BEGIN SUPPLIED INFORMATION

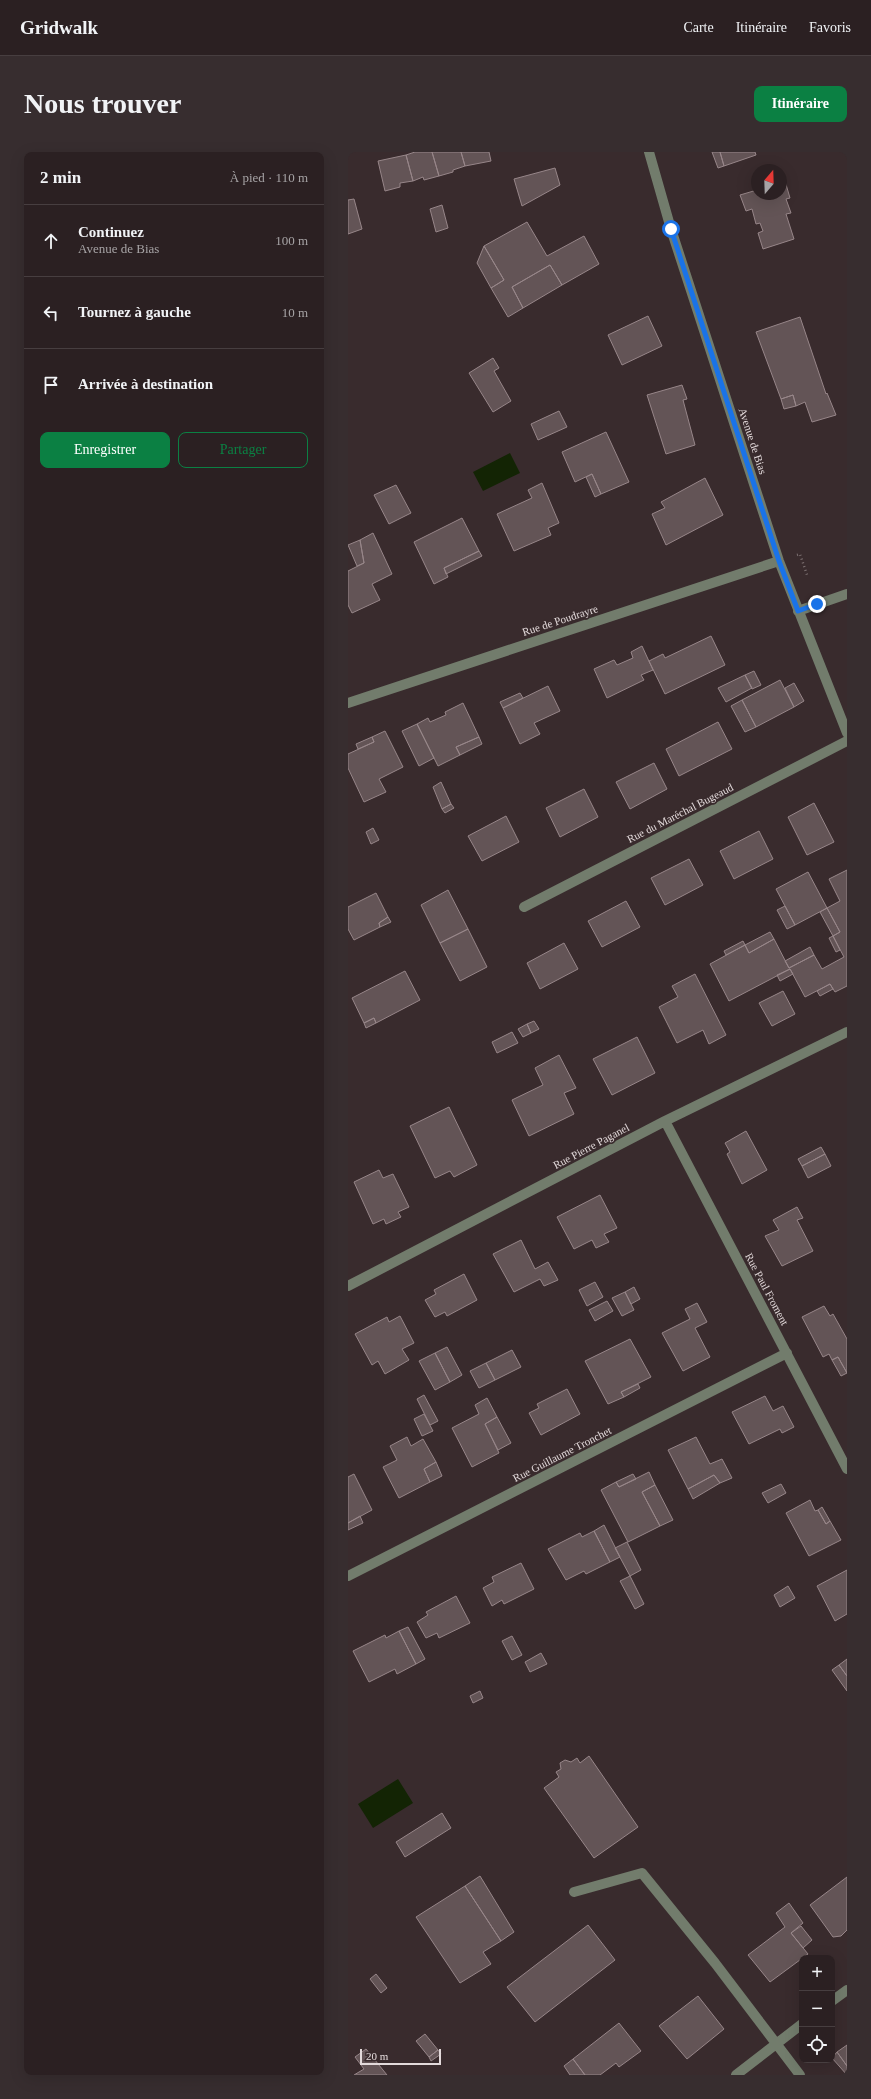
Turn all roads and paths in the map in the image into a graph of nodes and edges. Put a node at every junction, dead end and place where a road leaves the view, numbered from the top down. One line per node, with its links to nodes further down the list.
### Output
1 (649, 152): 2 (street, Avenue de Bias)
2 (779, 561): 4 (street, Avenue de Bias); 5 (street, Rue de Poudrayre)
3 (847, 594): 4 (street)
4 (798, 611): 6 (street, Avenue de Bias)
5 (348, 703)
6 (847, 734)
7 (847, 740): 8 (street, Rue du Maréchal Bugeaud)
8 (524, 907)
9 (847, 1032): 10 (street, Rue Pierre Paganel)
10 (665, 1121): 11 (street, Rue Pierre Paganel); 12 (street, Rue Paul Froment)
11 (348, 1286)
12 (786, 1353): 13 (street, Rue Paul Froment); 14 (street, Rue Guillaume Tronchet)
13 (847, 1469)
14 (348, 1576)
15 (574, 1892): 19 (street)
16 (847, 1990): 17 (street)
17 (835, 1999)
18 (799, 2026): 19 (street)
19 (776, 2044): 20 (street); 21 (street)
20 (736, 2075)
21 (800, 2075)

END SUPPLIED INFORMATION

__WHAT NEEDS TO BE DONE__
Exactly as written, give every entry again, but not the pictures.

__RESPONSE BOX__
Turn all roads and paths in the map in the image into a graph of nodes and edges. Put a node at every junction, dead end and place where a road leaves the view, numbered from the top down. One line per node, with its links to nodes further down the list.
### Output
1 (649, 152): 2 (street, Avenue de Bias)
2 (779, 561): 4 (street, Avenue de Bias); 5 (street, Rue de Poudrayre)
3 (847, 594): 4 (street)
4 (798, 611): 6 (street, Avenue de Bias)
5 (348, 703)
6 (847, 734)
7 (847, 740): 8 (street, Rue du Maréchal Bugeaud)
8 (524, 907)
9 (847, 1032): 10 (street, Rue Pierre Paganel)
10 (665, 1121): 11 (street, Rue Pierre Paganel); 12 (street, Rue Paul Froment)
11 (348, 1286)
12 (786, 1353): 13 (street, Rue Paul Froment); 14 (street, Rue Guillaume Tronchet)
13 (847, 1469)
14 (348, 1576)
15 (574, 1892): 19 (street)
16 (847, 1990): 17 (street)
17 (835, 1999)
18 (799, 2026): 19 (street)
19 (776, 2044): 20 (street); 21 (street)
20 (736, 2075)
21 (800, 2075)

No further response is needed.